32   Recently this Court in Baldev Singh and Others etc. v. Manohar Singh & Another etc. [2006 (7) SCALE 517], held : "Let us now take up the last ground on which the application for amendment of the written statement was rejected by the High Court as well as the Trial Court. The rejection was made on the ground that inconsistent plea cannot be allowed to be taken. We are unable to appreciate the ground of rejection made by the High Court as well as the Trial Court. After going through the pleadings and also the statements made in the application for amendment of the written statement, we fail to understand how inconsistent plea could be said to have been taken by the appellants in their application for amendment of the written statement, excepting the plea taken by the appellants in the application for amendment of written statement regarding the joint ownership of the suit property. Accordingly, on facts, we are not satisfied that the application for amendment of the written statement could be rejected also on this ground.

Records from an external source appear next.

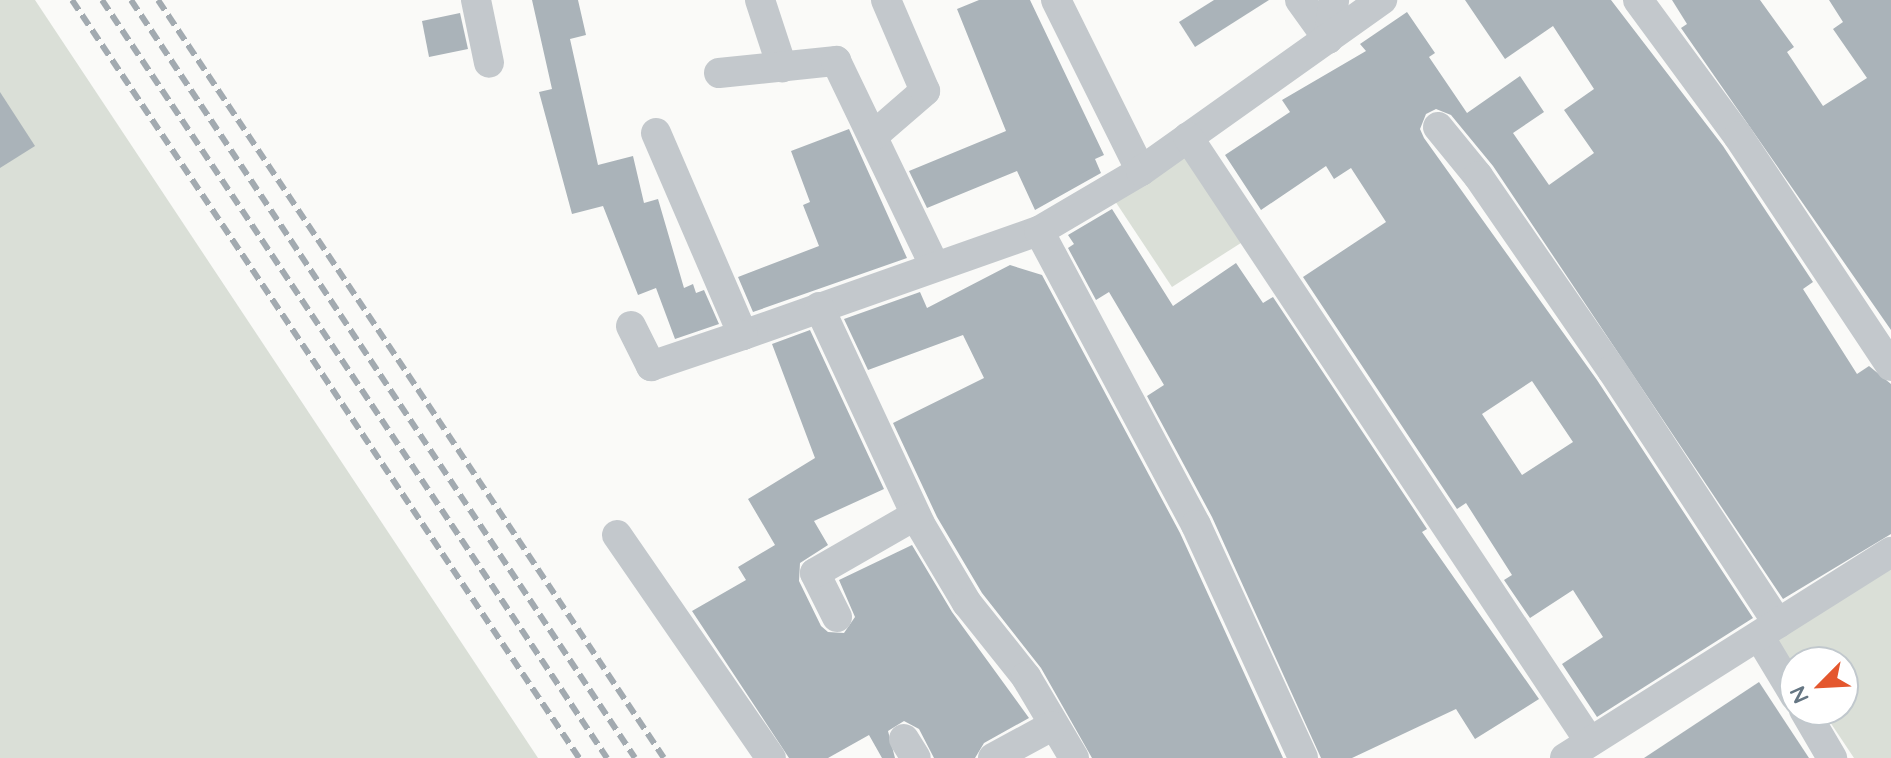 <!DOCTYPE html>
<html>
<head>
<meta charset="utf-8">
<style>
	body { margin:0 }
	#map { position:relative; width:1891px; height:758px; overflow:hidden; background:#fafaf8; font-family:Quicksand,sans-serif }
	div>[style] { position:absolute }
	[style*='--x'] { left:calc(var(--x)*1px); top:calc(var(--y)*1px); width:calc(var(--w)*1px); rotate:calc(var(--a)*1deg) }
	.green>* { inset:0; background:#dadfd7 }
	.building>* { inset:0; background:#aab3b9 }
	.street>* { height:30px; margin:-15px; padding:0 15px; transform-origin:15px; border-radius:15px; background:#c3c8cc }
	.rail>* { height:6px; margin-top:-3px; transform-origin:0; background:repeating-linear-gradient(90deg,#a2aab0 0 12px,transparent 0 18px) }
	span { translate:-50% -50%; white-space:nowrap; text-align:center; line-height:1.15; -webkit-text-stroke:8px #fff; paint-order:stroke }
	.north { position:absolute; left:1779px; top:646px; width:80px; height:80px; box-sizing:border-box; background:#fff; border:2px solid #c1c8cd; border-radius:50%; rotate:246deg; font-size:22px; font-weight:700; line-height:32px; text-align:center; color:#657683 }
	.north::after { content:''; display:block; margin:auto; width:28px; height:36px; background:#e4572e; clip-path:polygon(50% 0,100% 100%,50% 72%,0 100%) }
</style>
</head>
<body>
<div id="map">
	<div class="green">
		<div style="clip-path:polygon(0 0,35px 0,538px 758px,0 758px)"></div>
		<div style="clip-path:polygon(1186px 151px,1244px 241px,1172px 287px,1113px 198px)"></div>
		<div style="clip-path:polygon(1891px 567px,1891px 758px,1854px 758px,1822px 710px,1843px 710px,1843px 662px,1795px 662px,1795px 668px,1774px 636px)"></div>
	</div>
	<div class="building">
		<div style="clip-path:polygon(532px 0,578px 0,586px 35px,570px 39px,598px 165px,633px 156px,644px 203px,658px 199px,684px 288px,693px 284px,696px 293px,704px 290px,719px 324px,675px 339px,656px 288px,638px 295px,603px 206px,572px 214px,539px 92px,552px 89px)"></div>
		<div style="clip-path:polygon(979px 0,1030px 0,1104px 155px,1095px 159px,1101px 173px,1035px 210px,1017px 171px,927px 208px,909px 171px,1006px 131px,957px 9px)"></div>
		<div style="clip-path:polygon(1214px 0,1269px 0,1195px 47px,1179px 22px)"></div>
		<div style="clip-path:polygon(evenodd,1465px 0,1611px 0,1723px 146px,1813px 282px,1803px 289px,1857px 374px,1869px 366px,1891px 384px,1891px 534px,1783px 599px,1493px 166px,1451px 115px,1436px 109px,1426px 114px,1420px 129px,1424px 138px,1597px 380px,1753px 618px,1597px 717px,1562px 664px,1603px 637px,1573px 590px,1530px 618px,1504px 580px,1512px 575px,1466px 503px,1457px 509px,1303px 277px,1386px 222px,1351px 168px,1334px 179px,1326px 166px,1261px 210px,1225px 155px,1290px 112px,1282px 100px,1366px 51px,1360px 44px,1407px 12px,1435px 53px,1429px 57px,1467px 113px,1520px 76px,1544px 112px,1513px 133px,1549px 185px,1594px 153px,1564px 110px,1594px 89px,1553px 26px,1505px 59px,1465px 0,1532px 381px,1573px 442px,1522px 475px,1482px 414px,1532px 381px)"></div>
		<div style="clip-path:polygon(1672px 0,1760px 0,1794px 47px,1787px 52px,1823px 106px,1867px 78px,1833px 29px,1843px 22px,1829px 0,1891px 0,1891px 330px,1681px 28px,1687px 24px)"></div>
		<div style="clip-path:polygon(460px 13px,468px 49px,429px 57px,422px 21px)"></div>
		<div style="clip-path:polygon(0 92px,35px 146px,0 168px)"></div>
		<div style="clip-path:polygon(849px 129px,907px 258px,753px 312px,738px 277px,819px 246px,803px 205px,810px 202px,791px 151px)"></div>
		<div style="clip-path:polygon(1112px 209px,1173px 306px,1236px 263px,1263px 303px,1273px 297px,1427px 529px,1422px 532px,1539px 699px,1475px 739px,1456px 709px,1352px 758px,1321px 758px,1212px 517px,1147px 396px,1164px 385px,1109px 292px,1096px 300px,1068px 248px,1074px 244px,1068px 235px)"></div>
		<div style="clip-path:polygon(1010px 265px,1042px 275px,1180px 533px,1283px 758px,1092px 758px,1041px 668px,982px 593px,937px 517px,893px 423px,984px 378px,963px 335px,868px 370px,844px 319px,920px 292px,927px 308px)"></div>
		<div style="clip-path:polygon(810px 330px,884px 489px,814px 521px,828px 545px,800px 563px,799px 581px,821px 626px,828px 632px,844px 633px,855px 617px,839px 580px,912px 545px,952px 612px,1029px 718px,984px 743px,975px 758px,934px 758px,919px 729px,904px 721px,888px 731px,895px 758px,882px 758px,869px 735px,828px 758px,789px 758px,692px 611px,746px 580px,738px 567px,775px 545px,748px 499px,815px 458px,772px 344px)"></div>
		<div style="clip-path:polygon(1759px 682px,1809px 758px,1644px 758px)"></div>
	</div>
	<div class="street">
		<div style="--x:476;--y:0;--w:64;--a:78.3"></div>
		<div style="--x:760;--y:0;--w:71;--a:71.8"></div>
		<div style="--x:1056;--y:0;--w:191;--a:63.6"></div>
		<div style="--x:1300;--y:0;--w:48;--a:54.3"></div>
		<div style="--x:1638;--y:0;--w:169;--a:53.7"></div>
		<div style="--x:1738;--y:136;--w:276;--a:56.4"></div>
		<div style="--x:1328;--y:39;--w:39;--a:-81"></div>
		<div style="--x:719;--y:73;--w:118;--a:-5.9"></div>
		<div style="--x:836;--y:61;--w:226;--a:64.3"></div>
		<div style="--x:1438;--y:127;--w:63;--a:50.8"></div>
		<div style="--x:1478;--y:176;--w:236;--a:55.4"></div>
		<div style="--x:1612;--y:370;--w:303;--a:56.8"></div>
		<div style="--x:656;--y:133;--w:220;--a:66.7"></div>
		<div style="--x:743;--y:335;--w:314;--a:-19.4"></div>
		<div style="--x:1039;--y:231;--w:118;--a:-30.5"></div>
		<div style="--x:1141;--y:171;--w:296;--a:-35.4"></div>
		<div style="--x:873;--y:136;--w:69;--a:-40.9"></div>
		<div style="--x:925;--y:91;--w:99;--a:-113.2"></div>
		<div style="--x:1188;--y:137;--w:726;--a:56.4"></div>
		<div style="--x:1039;--y:231;--w:333;--a:61.9"></div>
		<div style="--x:1196;--y:525;--w:256;--a:65.3"></div>
		<div style="--x:819;--y:307;--w:239;--a:65"></div>
		<div style="--x:920;--y:524;--w:92;--a:59.3"></div>
		<div style="--x:967;--y:603;--w:95;--a:51.4"></div>
		<div style="--x:1026;--y:677;--w:94;--a:59.3"></div>
		<div style="--x:631;--y:326;--w:45;--a:63.4"></div>
		<div style="--x:651;--y:366;--w:97;--a:-18.6"></div>
		<div style="--x:617;--y:535;--w:271;--a:55.4"></div>
		<div style="--x:837;--y:617;--w:49;--a:-116.6"></div>
		<div style="--x:815;--y:573;--w:116;--a:-29.9"></div>
		<div style="--x:1759;--y:636;--w:70;--a:59"></div>
		<div style="--x:1804;--y:710;--w:56;--a:59.7"></div>
		<div style="--x:904;--y:739;--w:22;--a:58"></div>
		<div style="--x:993;--y:758;--w:67;--a:-28.5"></div>
		<div style="--x:1565;--y:758;--w:386;--a:-32.3"></div>
	</div>
	<div class="rail">
		<div style="--x:72;--y:0;--w:912;--a:56.22"></div>
		<div style="--x:102;--y:0;--w:911;--a:56.33"></div>
		<div style="--x:131;--y:0;--w:910;--a:56.38"></div>
		<div style="--x:158;--y:0;--w:911;--a:56.28"></div>
	</div>
	<div class="north">N</div>
</div>
</body>
</html>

That apart, it is now well settled that an amendment of a plaint and amendment of a written statement are not necessarily governed by exactly the same principle.

33. It is true that some general principles are certainly common to both, but the rules that the plaintiff cannot be allowed to amend his pleadings so as to alter materially or substitute his cause of action or the nature of his claim has necessarily no counterpart in the law relating to amendment of the written statement. Adding a new ground of defence or substituting or altering a defence does not raise the same problem as adding, altering or substituting a new cause of action. Accordingly, in the case of amendment of written statement, the courts are inclined to be more liberal in allowing amendment of the written statement than of plaint and question of prejudice is less likely to operate with same rigour in the former than in the latter case." While laying down the principle, this Court followed Modi Spinning & Weaving Mills Co. (supra) and distinguished Hira Lal (supra).

34. It is, thus, evident that by taking recourse to an amendment made in the pleading, the party cannot be permitted to go beyond his admission. The principle would be applied in an industrial adjudication having regard to the nature of the reference made by the Appropriate Government as also in view of the fact that an industrial adjudicator derives his jurisdiction from the reference only.